(Saved entries)
====================

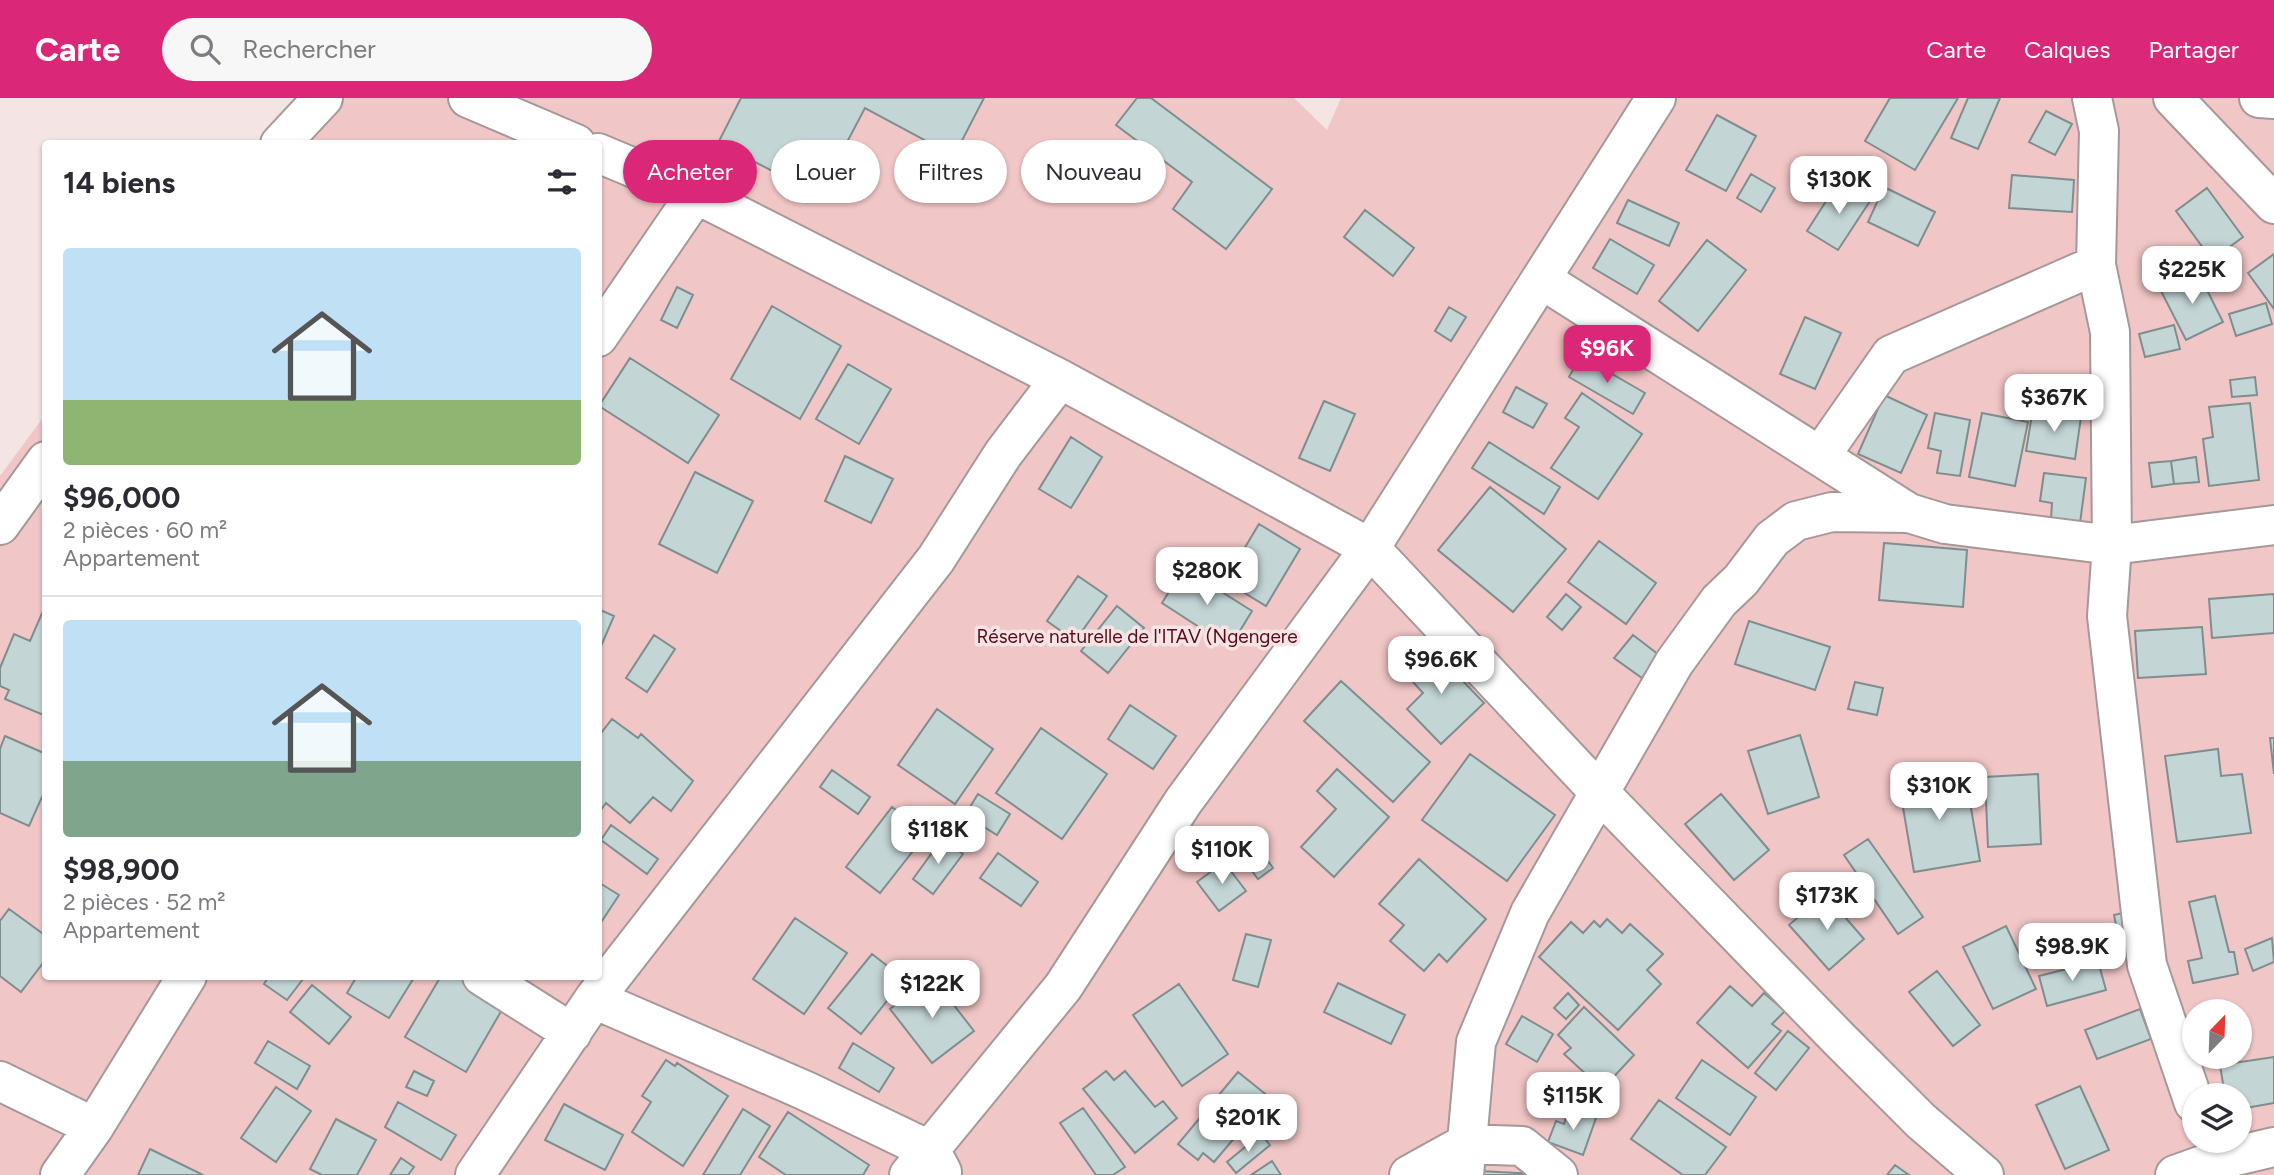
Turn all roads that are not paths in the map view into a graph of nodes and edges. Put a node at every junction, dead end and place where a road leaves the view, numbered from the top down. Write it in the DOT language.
graph roads {
  1 [pos="323,98"];
  2 [pos="468,98"];
  3 [pos="1656,98"];
  4 [pos="2092,98"];
  5 [pos="2174,98"];
  6 [pos="2259,98"];
  7 [pos="2274,99"];
  8 [pos="284,140"];
  9 [pos="567,140"];
  10 [pos="602,155"];
  11 [pos="623,163"];
  12 [pos="690,203"];
  13 [pos="714,203"];
  14 [pos="2274,204"];
  15 [pos="2096,265"];
  16 [pos="1541,279"];
  17 [pos="602,331"];
  18 [pos="1060,379"];
  19 [pos="1821,456"];
  20 [pos="42,466"];
  21 [pos="1909,513"];
  22 [pos="0,525"];
  23 [pos="2274,525"];
  24 [pos="2112,545"];
  25 [pos="1370,548"];
  26 [pos="1600,793"];
  27 [pos="185,980"];
  28 [pos="488,980"];
  29 [pos="594,999"];
  30 [pos="572,1033"];
  31 [pos="0,1081"];
  32 [pos="2187,1083"];
  33 [pos="94,1127"];
  34 [pos="2274,1147"];
  35 [pos="2252,1148"];
  36 [pos="2208,1153"];
  37 [pos="1465,1160"];
  38 [pos="928,1167"];
  39 [pos="60,1175"];
  40 [pos="475,1175"];
  41 [pos="1409,1175"];
  42 [pos="1558,1175"];
  43 [pos="1984,1175"];
  44 [pos="2175,1175"];
  1 -- 8 [label="street"];
  2 -- 9 [label="street"];
  3 -- 16 [label="street"];
  4 -- 15 [label="street"];
  5 -- 14 [label="street"];
  6 -- 7 [label="street"];
  10 -- 11 [label="street"];
  12 -- 17 [label="street"];
  13 -- 18 [label="street"];
  15 -- 19 [label="street"];
  15 -- 24 [label="street"];
  16 -- 19 [label="street"];
  16 -- 25 [label="street"];
  18 -- 25 [label="street"];
  18 -- 29 [label="street"];
  19 -- 21 [label="street"];
  20 -- 22 [label="street"];
  21 -- 24 [label="street"];
  21 -- 26 [label="street"];
  23 -- 24 [label="street"];
  24 -- 32 [label="street"];
  25 -- 26 [label="street"];
  25 -- 38 [label="street"];
  26 -- 37 [label="street"];
  26 -- 43 [label="street"];
  27 -- 33 [label="street"];
  28 -- 30 [label="street"];
  29 -- 30 [label="street"];
  29 -- 38 [label="street"];
  30 -- 40 [label="street"];
  31 -- 33 [label="street"];
  33 -- 39 [label="street"];
  34 -- 35 [label="street"];
  36 -- 44 [label="street"];
  37 -- 41 [label="street"];
  37 -- 42 [label="street"];
}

====================

* **WORK INSTRUCTIONS**
Search the entries for the word "roads" and copy every line that has it.

* **WORKED SOLUTION**
Turn all roads that are not paths in the map view into a graph of nodes and edges. Put a node at every junction, dead end and place where a road leaves the view, numbered from the top down. Write it in the DOT language.
graph roads {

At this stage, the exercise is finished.